Scan the records that follow, and whenever a line has the word "dead", copy it.

Saved data entries.

━━━━━━━━━━

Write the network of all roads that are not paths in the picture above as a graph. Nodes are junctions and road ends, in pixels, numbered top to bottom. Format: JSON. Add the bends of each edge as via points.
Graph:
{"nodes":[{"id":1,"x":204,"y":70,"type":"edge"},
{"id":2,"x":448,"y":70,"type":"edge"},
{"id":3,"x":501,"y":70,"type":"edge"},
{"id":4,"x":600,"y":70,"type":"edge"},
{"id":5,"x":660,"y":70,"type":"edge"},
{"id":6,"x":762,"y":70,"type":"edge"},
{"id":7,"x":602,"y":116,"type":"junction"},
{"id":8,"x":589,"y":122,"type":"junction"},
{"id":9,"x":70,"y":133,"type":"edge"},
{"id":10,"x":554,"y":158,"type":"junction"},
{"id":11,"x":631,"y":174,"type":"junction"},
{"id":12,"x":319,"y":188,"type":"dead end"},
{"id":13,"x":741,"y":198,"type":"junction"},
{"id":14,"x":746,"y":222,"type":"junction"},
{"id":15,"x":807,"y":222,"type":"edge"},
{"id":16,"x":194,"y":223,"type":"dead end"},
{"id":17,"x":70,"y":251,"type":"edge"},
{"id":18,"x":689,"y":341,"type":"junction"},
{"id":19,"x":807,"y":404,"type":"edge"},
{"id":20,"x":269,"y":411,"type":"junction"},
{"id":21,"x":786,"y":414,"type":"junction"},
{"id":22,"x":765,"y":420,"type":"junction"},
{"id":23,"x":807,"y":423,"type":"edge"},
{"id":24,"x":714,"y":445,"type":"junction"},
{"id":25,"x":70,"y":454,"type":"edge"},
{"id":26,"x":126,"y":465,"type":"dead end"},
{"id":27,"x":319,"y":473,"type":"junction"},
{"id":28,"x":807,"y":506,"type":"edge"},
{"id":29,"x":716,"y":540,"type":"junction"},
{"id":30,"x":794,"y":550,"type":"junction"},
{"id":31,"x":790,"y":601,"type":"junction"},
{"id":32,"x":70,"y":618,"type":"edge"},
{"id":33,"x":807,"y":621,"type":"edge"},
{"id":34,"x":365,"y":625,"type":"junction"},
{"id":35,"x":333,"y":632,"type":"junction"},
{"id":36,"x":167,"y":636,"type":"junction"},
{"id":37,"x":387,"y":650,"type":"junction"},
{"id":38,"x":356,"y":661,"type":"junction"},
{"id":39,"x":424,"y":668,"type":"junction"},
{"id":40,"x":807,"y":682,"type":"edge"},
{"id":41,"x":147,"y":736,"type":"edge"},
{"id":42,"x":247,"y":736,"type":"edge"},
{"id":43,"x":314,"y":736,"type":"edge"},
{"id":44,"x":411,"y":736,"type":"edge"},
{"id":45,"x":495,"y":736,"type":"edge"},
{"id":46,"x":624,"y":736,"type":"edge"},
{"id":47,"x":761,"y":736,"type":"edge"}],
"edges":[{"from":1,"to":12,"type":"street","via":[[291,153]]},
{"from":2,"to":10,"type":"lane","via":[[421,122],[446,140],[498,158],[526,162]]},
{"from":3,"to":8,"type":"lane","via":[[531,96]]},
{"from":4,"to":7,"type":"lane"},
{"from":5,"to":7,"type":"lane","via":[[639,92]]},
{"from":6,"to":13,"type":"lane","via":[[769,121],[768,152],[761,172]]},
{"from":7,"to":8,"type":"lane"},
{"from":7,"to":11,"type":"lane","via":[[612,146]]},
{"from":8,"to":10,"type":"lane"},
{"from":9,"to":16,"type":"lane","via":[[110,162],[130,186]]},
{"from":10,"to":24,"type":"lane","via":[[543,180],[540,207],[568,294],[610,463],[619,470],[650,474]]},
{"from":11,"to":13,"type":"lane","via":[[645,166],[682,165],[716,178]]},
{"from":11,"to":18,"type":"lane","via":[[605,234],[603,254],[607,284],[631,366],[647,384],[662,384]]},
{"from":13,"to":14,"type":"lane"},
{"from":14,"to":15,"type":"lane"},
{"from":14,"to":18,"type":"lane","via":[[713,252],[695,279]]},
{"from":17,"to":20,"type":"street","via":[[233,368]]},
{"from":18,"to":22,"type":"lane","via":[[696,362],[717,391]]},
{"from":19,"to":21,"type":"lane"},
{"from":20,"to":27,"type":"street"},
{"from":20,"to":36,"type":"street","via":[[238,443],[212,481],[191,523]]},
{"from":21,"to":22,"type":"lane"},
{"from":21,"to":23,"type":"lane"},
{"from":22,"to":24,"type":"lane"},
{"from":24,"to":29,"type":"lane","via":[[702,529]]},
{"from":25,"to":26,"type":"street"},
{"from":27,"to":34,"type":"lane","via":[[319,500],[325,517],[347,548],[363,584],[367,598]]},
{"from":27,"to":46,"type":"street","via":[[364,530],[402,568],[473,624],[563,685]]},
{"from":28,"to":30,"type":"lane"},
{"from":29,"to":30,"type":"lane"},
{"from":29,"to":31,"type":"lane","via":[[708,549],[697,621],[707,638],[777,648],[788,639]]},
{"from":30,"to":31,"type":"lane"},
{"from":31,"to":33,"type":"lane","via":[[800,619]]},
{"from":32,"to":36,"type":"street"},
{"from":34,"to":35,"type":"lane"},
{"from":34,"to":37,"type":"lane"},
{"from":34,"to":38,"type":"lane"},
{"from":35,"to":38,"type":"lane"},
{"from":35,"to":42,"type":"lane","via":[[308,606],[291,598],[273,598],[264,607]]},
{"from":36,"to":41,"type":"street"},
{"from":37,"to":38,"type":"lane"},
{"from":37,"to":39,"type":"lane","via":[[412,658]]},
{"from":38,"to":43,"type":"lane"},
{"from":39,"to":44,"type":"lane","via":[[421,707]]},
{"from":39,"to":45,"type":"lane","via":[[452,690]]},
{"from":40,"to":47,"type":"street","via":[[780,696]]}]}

━━━━━━━━━━

WRITTEN SOLUTION.
{"id":12,"x":319,"y":188,"type":"dead end"},
{"id":16,"x":194,"y":223,"type":"dead end"},
{"id":26,"x":126,"y":465,"type":"dead end"},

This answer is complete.